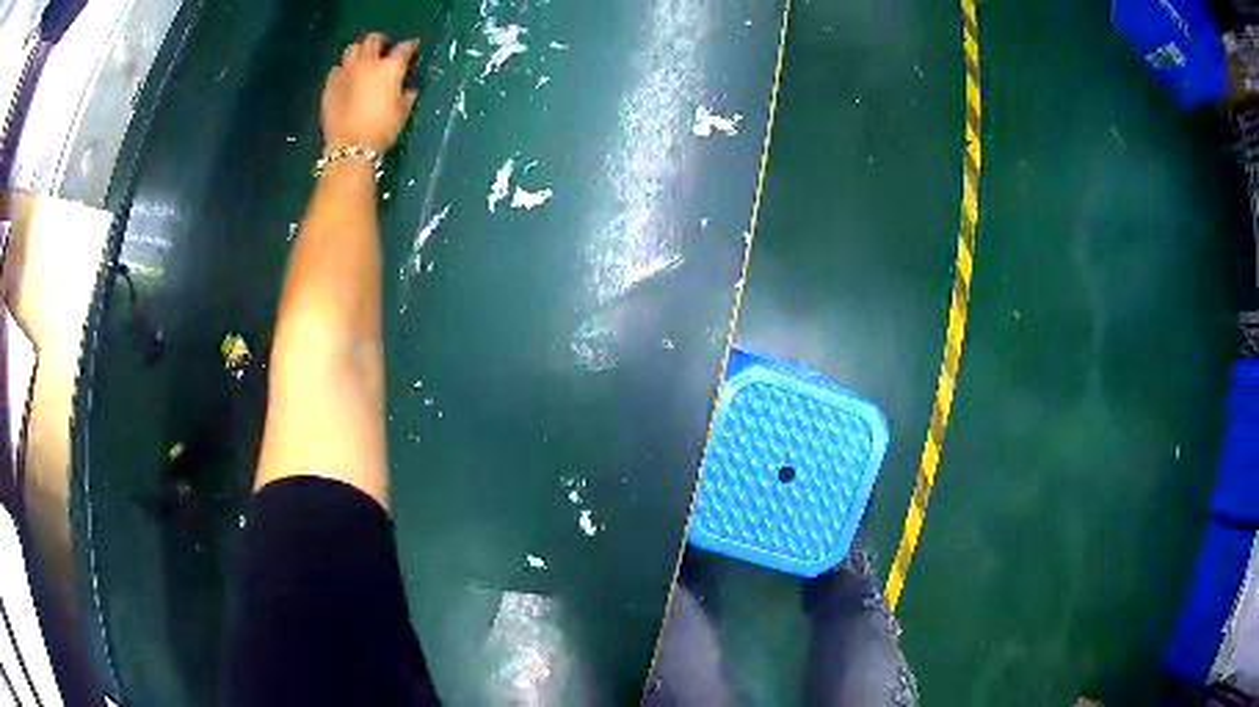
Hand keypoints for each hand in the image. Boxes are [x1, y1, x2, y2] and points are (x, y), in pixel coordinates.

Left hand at [322, 34, 419, 153]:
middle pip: (373, 40)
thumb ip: (406, 95)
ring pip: (352, 49)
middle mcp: (367, 63)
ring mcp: (346, 72)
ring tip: (362, 62)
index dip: (410, 46)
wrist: (350, 146)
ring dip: (359, 52)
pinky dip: (343, 70)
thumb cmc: (382, 129)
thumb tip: (408, 88)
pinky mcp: (330, 84)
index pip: (404, 48)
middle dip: (380, 41)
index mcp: (389, 68)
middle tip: (383, 49)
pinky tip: (346, 79)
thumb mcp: (402, 112)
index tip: (412, 48)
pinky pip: (337, 69)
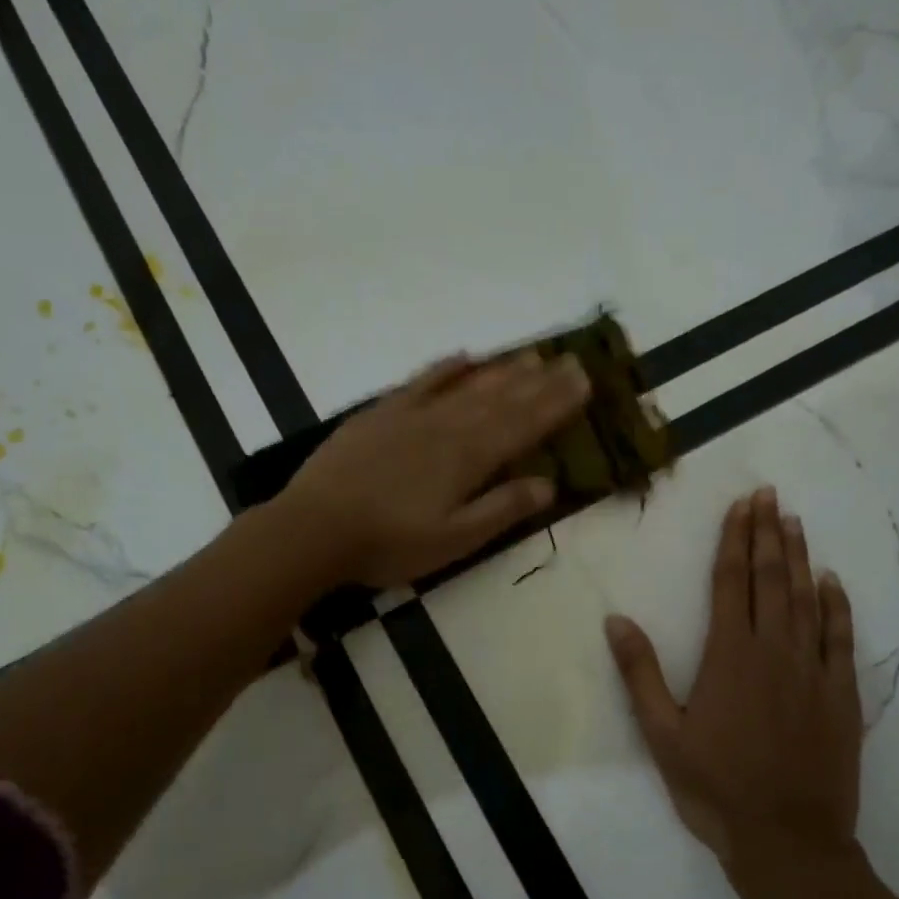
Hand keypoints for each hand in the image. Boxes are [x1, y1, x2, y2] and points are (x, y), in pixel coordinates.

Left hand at [283, 351, 591, 588]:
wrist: (313, 528)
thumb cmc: (388, 544)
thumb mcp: (453, 540)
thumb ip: (501, 509)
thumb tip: (549, 484)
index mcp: (468, 459)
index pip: (523, 425)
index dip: (556, 404)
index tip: (584, 381)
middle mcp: (447, 427)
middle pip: (502, 399)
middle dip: (540, 381)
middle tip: (571, 359)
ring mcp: (412, 415)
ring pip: (468, 386)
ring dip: (503, 370)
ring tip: (532, 355)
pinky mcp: (380, 414)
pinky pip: (421, 381)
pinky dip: (446, 368)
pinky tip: (464, 356)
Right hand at [605, 487, 861, 864]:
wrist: (788, 840)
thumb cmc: (715, 787)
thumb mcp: (662, 735)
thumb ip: (641, 674)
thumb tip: (616, 620)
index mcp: (728, 656)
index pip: (730, 583)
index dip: (734, 540)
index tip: (741, 505)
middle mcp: (773, 650)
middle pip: (770, 579)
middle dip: (768, 534)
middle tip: (770, 496)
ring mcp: (812, 671)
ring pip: (806, 599)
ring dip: (800, 557)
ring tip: (795, 522)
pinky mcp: (841, 694)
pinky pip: (841, 638)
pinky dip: (837, 605)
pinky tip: (832, 581)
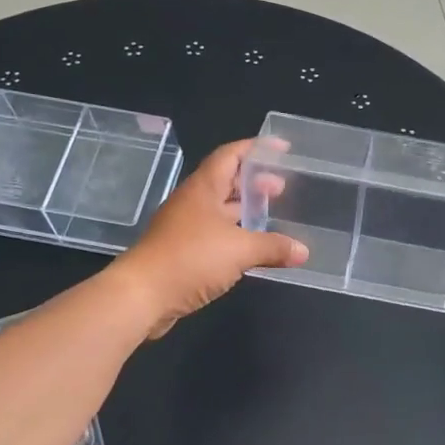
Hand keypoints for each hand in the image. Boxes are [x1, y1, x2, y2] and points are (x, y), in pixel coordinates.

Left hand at [113, 139, 306, 337]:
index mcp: (203, 189)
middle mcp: (193, 203)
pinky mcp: (183, 253)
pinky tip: (253, 248)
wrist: (142, 296)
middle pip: (226, 182)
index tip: (281, 148)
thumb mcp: (240, 250)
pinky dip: (236, 236)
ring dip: (245, 211)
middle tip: (282, 188)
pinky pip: (215, 236)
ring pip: (221, 211)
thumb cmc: (190, 259)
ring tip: (272, 216)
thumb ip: (273, 247)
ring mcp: (185, 228)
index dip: (255, 148)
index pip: (230, 155)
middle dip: (254, 182)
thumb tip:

□ □ □ □ □

> [YOUR ASSIGNMENT]: Could you restate every record above word for word, leaving the pictures out?

> [TASK RESPONSE]:
Hand keypoints for each hand in the image. Boxes are [x1, y1, x2, y2] and points are (x, y), in pixel coordinates.

Left hand at [322, 34, 419, 153]:
middle pip: (373, 40)
thumb ip: (406, 95)
ring pip: (352, 49)
middle mcp: (367, 63)
ring mcp: (346, 72)
ring tip: (362, 62)
index dip: (410, 46)
wrist: (350, 146)
ring dip: (359, 52)
pinky dip: (343, 70)
thumb cmc: (382, 129)
thumb tip: (408, 88)
pinky mcp: (330, 84)
index pip: (404, 48)
middle dip: (380, 41)
index mcp: (389, 68)
middle tip: (383, 49)
pinky tip: (346, 79)
thumb mcp: (402, 112)
index tip: (412, 48)
pinky pip: (337, 69)
Hand keypoints for each hand in the image. Boxes are [x1, y1, x2, y2] and points are (x, y), in pixel coordinates.

Left hand at [283, 351, 591, 588]:
wrist: (313, 528)
thumb cmc: (388, 544)
thumb mcp: (453, 540)
thumb ip: (501, 509)
thumb tip: (549, 484)
index mcp: (468, 459)
index pip: (523, 425)
index dip: (556, 404)
index tip: (584, 381)
middle mcp: (447, 427)
middle pip: (502, 399)
middle dip: (540, 381)
middle tip: (571, 359)
ring mcp: (412, 415)
ring pip: (468, 386)
ring dip: (503, 370)
ring tip: (532, 355)
pinky mcp: (380, 414)
pinky pip: (421, 381)
pinky dip: (446, 368)
pinky tip: (464, 356)
Right hand at [605, 487, 861, 864]:
wrist: (788, 840)
thumb cmc: (715, 787)
thumb mcp: (662, 735)
thumb ip: (641, 674)
thumb tip: (616, 620)
index mcp: (728, 656)
index pip: (730, 583)
index dip: (734, 540)
index tip: (741, 505)
middle mcp: (773, 650)
middle pip: (770, 579)
middle dip: (768, 534)
middle tip: (770, 496)
ring mcp: (812, 671)
ring pip: (806, 599)
ring dip: (800, 557)
ring tip: (795, 522)
pinky mcp: (841, 694)
pinky pip: (841, 638)
pinky dip: (837, 605)
pinky tip: (832, 581)
Hand keypoints for each hand in the image. Boxes are [x1, y1, x2, y2] and points are (x, y), in pixel coordinates.

Left hand at [113, 139, 306, 337]:
index mcp: (203, 189)
middle mcp: (193, 203)
pinky mcp: (183, 253)
pinky tip: (253, 248)
wrist: (142, 296)
middle pip: (226, 182)
index tip: (281, 148)
thumb mcp: (240, 250)
pinky dip: (236, 236)
ring dip: (245, 211)
middle tip: (282, 188)
pinky pip: (215, 236)
ring pip: (221, 211)
thumb cmc: (190, 259)
ring tip: (272, 216)
thumb ip: (273, 247)
ring mcp: (185, 228)
index dip: (255, 148)
index pip: (230, 155)
middle dip: (254, 182)
thumb tip:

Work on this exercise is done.